There's much misinformation – agent Rachel Anderson
January sees the opening of the football transfer window, with clubs looking to sign replacements for injured players, boost title or promotion pushes or increase their chances of staving off relegation.
The media goes mad for the rumour mill while fans around the world avidly chew up every single nugget of information, Sky Sports News provide, making the entire month into an event and clubs deciding whether to stick or twist with so much at stake.
Sports agents have been much maligned over the years, criticised for taking money out of the game without adding value and unsettling players or prompting speculation through the media when they want another payday.
Of course, the reality is not so cut and dried.
Most bona fide agents act like surrogate family for their clients, helping not only with financial and contractual matters but also with personal administration and a plethora of other problems that might arise.
So has the advent of 24/7 rolling news and social media made a huge difference to the world of player transfers, or just given clubs and agents a wider platform to share information?
Leading agent Rachel Anderson explains: “There is so much misinformation in football. A lot of media are trying to sell papers just as much as some agents may feed stories to create more interest in a player.
“We have seen examples of big money transfers last summer just to create attention. Raheem Sterling’s agent was creating noise around his player because getting a move was going to be more lucrative than a new contract that was on the table.
“It was an example of not how to promote your client or yourself and if Sterling had got injured, it would have created a really difficult situation. The way it was done was not a good reflection on sports agents.
“The best deals are quiet until the transfer is signed and sealed and do not alienate the rest of the world. Agents have to remember that football is a small world and they will have to go back to that club again.”
The situation hasn’t been helped by changes in regulations brought in by FIFA as Anderson explains: “FIFA decided that they would not or could not police the wrongdoings of some agents. They decided to do away with the agent licence which has turned it into the wild west where anyone can call themselves an agent and mess up the careers of young players.
“Some agents feel that they do not need to answer to anyone which is a shame. If you’re only in it for money and don’t have the experience, there are fewer consequences for your actions and that has created problems. That’s why I joined the AFA, the Association of Football Agents, which has been a very beneficial organisation for agents. When we challenge what FIFA has done, we have done it for the benefit of agents large and small.”
These days, clubs keep a far tighter control over information and speculation, using their own resources such as the club websites and social media platforms to share interviews and news without giving the wider media as much access as they once enjoyed.
But Anderson believes that the clubs have gone too far. She added: “You can’t work without the media, which can make or break you. Clubs need to advise players so that they remain ‘on message’ but are still able to speak to journalists, so that it can continue to work well.
“That may prevent some of the groundless speculation that the media encourages. After all, broadcasters such as Sky and BT are funding football and yet they rely on so much speculation.
“They often don’t have a lot to say and are just counting down a clock but they don’t have revelations until everyone knows.

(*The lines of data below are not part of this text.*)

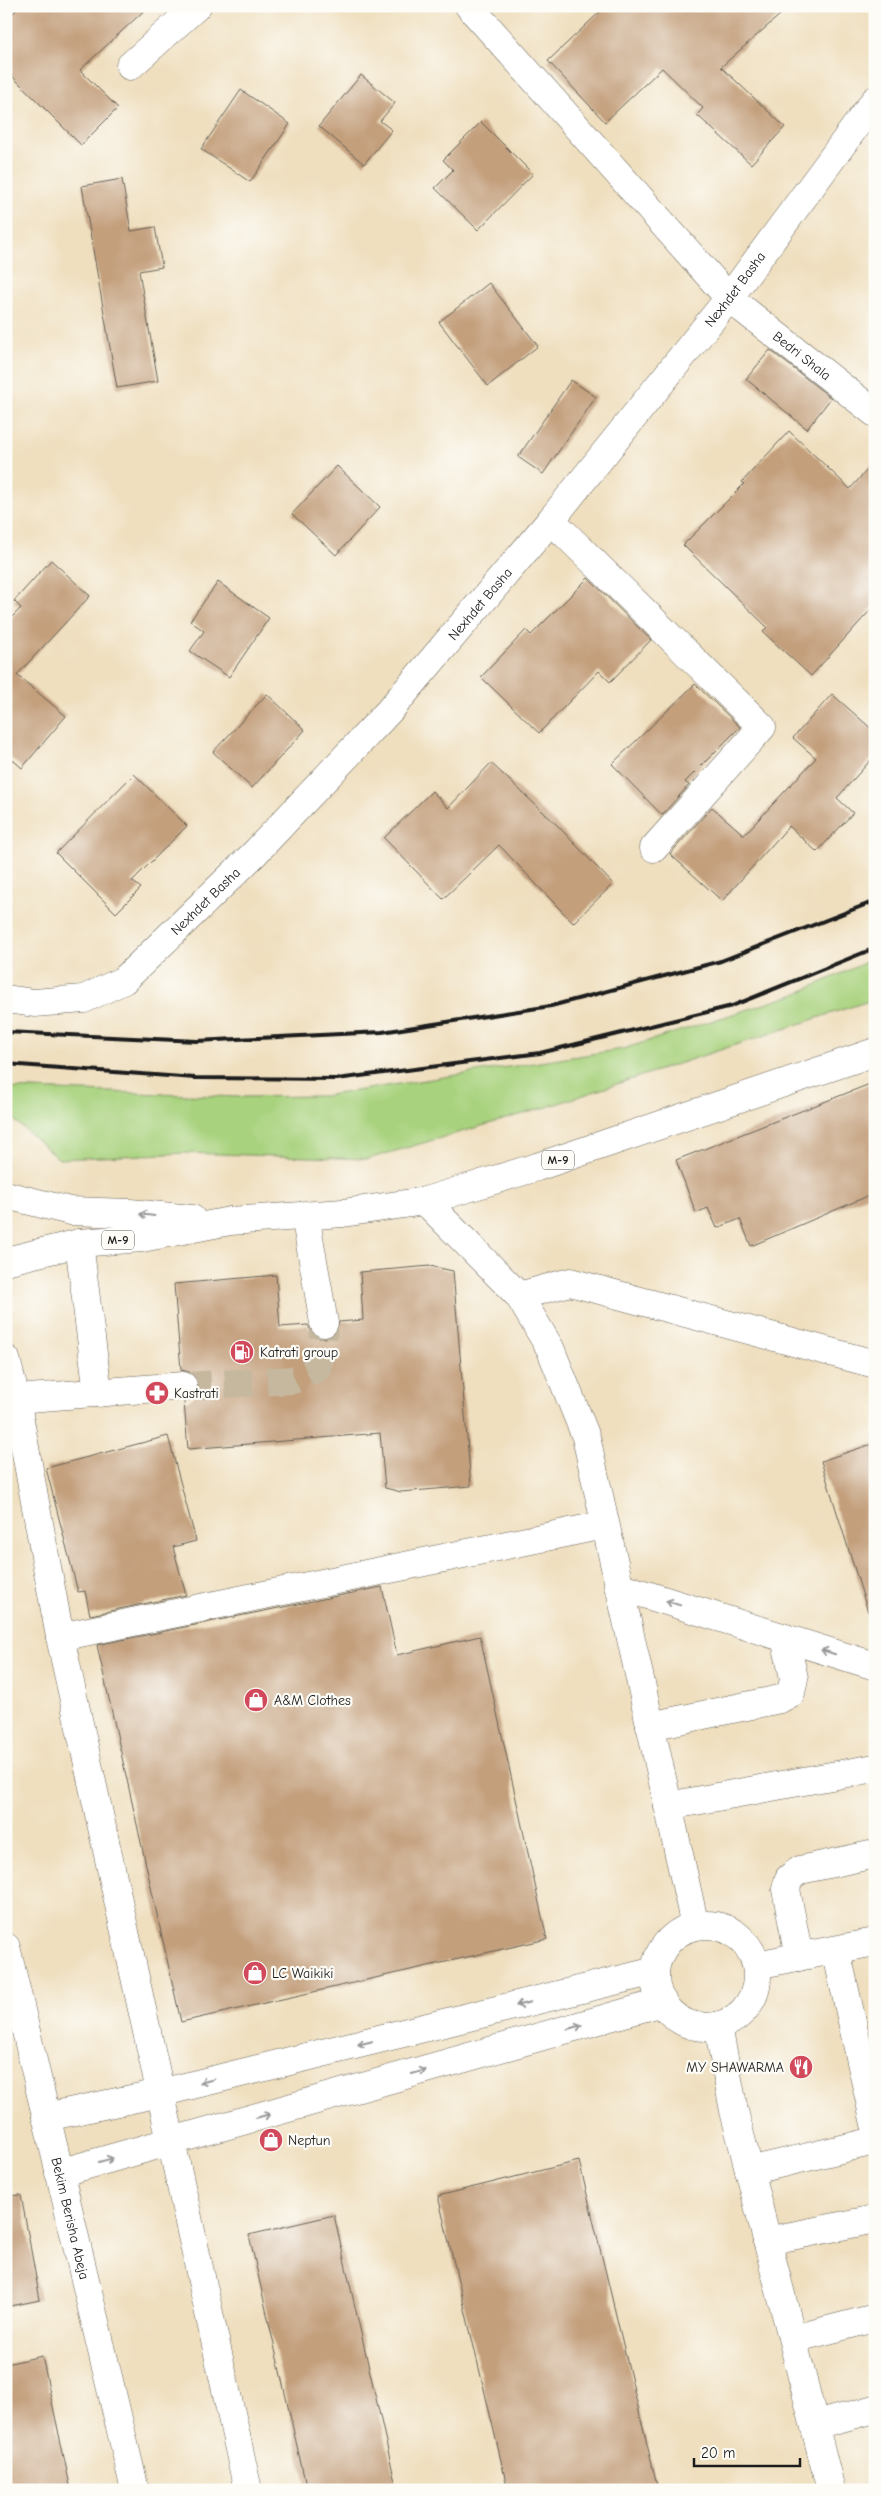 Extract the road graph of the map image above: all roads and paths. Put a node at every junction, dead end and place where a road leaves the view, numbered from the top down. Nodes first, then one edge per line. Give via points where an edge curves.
1 (197, 6) edge
2 (469, 6) edge
3 (130, 66) dead end
4 (875, 100) edge
5 (729, 298) junction
6 (875, 413) edge
7 (551, 520) junction
8 (654, 848) dead end
9 (6, 999) edge
10 (875, 1052) edge
11 (6, 1195) edge
12 (425, 1201) junction
13 (305, 1215) junction
14 (230, 1221) junction
15 (79, 1243) junction
16 (6, 1261) edge
17 (519, 1296) junction
18 (324, 1323) tunnel mouth
19 (6, 1359) edge
20 (875, 1364) edge
21 (183, 1386) tunnel mouth
22 (98, 1393) junction
23 (16, 1399) junction
24 (604, 1524) junction
25 (618, 1586) junction
26 (60, 1637) junction
27 (785, 1638) junction
28 (875, 1666) edge
29 (650, 1726) junction
30 (875, 1768) edge
31 (668, 1806) junction
32 (875, 1854) edge
33 (696, 1926) junction
34 (875, 1942) edge
35 (6, 1948) edge
36 (836, 1950) junction
37 (799, 1957) junction
38 (756, 1965) junction
39 (655, 1971) junction
40 (663, 2002) junction
41 (718, 2026) junction
42 (17, 2040) edge
43 (160, 2093) junction
44 (46, 2117) junction
45 (875, 2124) edge
46 (875, 2141) edge
47 (172, 2142) junction
48 (749, 2171) junction
49 (59, 2173) junction
50 (875, 2219) edge
51 (767, 2241) junction
52 (875, 2318) edge
53 (793, 2339) junction
54 (875, 2410) edge
55 (815, 2425) junction
56 (135, 2490) edge
57 (248, 2490) edge
58 (831, 2490) edge

1 - 3 street
2 - 5 street, Bedri Shala
4 - 5 street, Nexhdet Basha
5 - 6 street, Bedri Shala
5 - 7 street, Nexhdet Basha
7 - 8 street via 762,727
7 - 9 street, Nexhdet Basha via 389,711 254,854 124,980 84,999 34,1003
10 - 12 street, M-9 via 537,1167
14 -> 11 street, M-9 via 70,1211
12 - 13 street, M-9
12 - 17 street
13 - 14 street, M-9
13 - 18 street
14 - 15 street, M-9 via 142,1238
15 - 16 street, M-9
15 - 22 street
17 - 20 street via 570,1282
17 - 24 street via 550,1348 586,1437
19 - 23 street
21 - 22 street
22 - 23 street
23 - 26 street
24 - 25 street
24 - 26 street
27 -> 25 street
25 - 29 street
26 - 43 street
28 -> 27 street
27 - 29 street via 794,1678 791,1693 780,1699
29 - 31 street
30 - 31 street
31 - 33 street
32 - 37 street via 800,1870 789,1878 786,1889
33 - 38 street via 726,1929 740,1938
33 - 39 street via 680,1932 669,1942
34 - 36 street
35 - 42 street, Bekim Berisha Abeja
36 - 37 street
36 - 45 street
37 - 38 street
38 - 41 street via 757,1981 753,1996 744,2010
39 - 40 street
39 -> 43 street
40 - 41 street via 672,2015 686,2023
47 -> 40 street
41 - 48 street
42 - 44 street, Bekim Berisha Abeja
43 - 44 street
43 - 47 street
44 - 49 street, Bekim Berisha Abeja
46 - 48 street
49 -> 47 street
47 - 57 street
48 - 51 street
49 - 56 street, Bekim Berisha Abeja
50 - 51 street
51 - 53 street
52 - 53 street
53 - 55 street
54 - 55 street
55 - 58 street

There are people queuing up to volunteer information, often misinformation.
“Rarely do you get good quality interviews with club owners, management and players in the way that used to happen.”
The shrinking of traditional media also means much of the transfer tittle-tattle which dominates the news agenda is unverified and so more of it has to be taken with a pinch of salt.
Anderson commented: “The news moves almost too fast without substance. Journalists are spread too thinly because traditional media budgets have been cut and they don’t know enough about a number of clubs. There is a lot of misinformation – short quick articles and soundbites that are taken as gospel.
“I still have some journalists that I trust and you know that they will report it the way that I have asked them to, which is fairly and honestly. You have to understand that the news has to be interesting and newsworthy.
“Clubs, agents and the players need to get a better understanding of the media so that they can build trust while PRs at clubs, sponsors and agencies need to understand what is newsworthy and how to conduct themselves in the fishbowl of footballing life."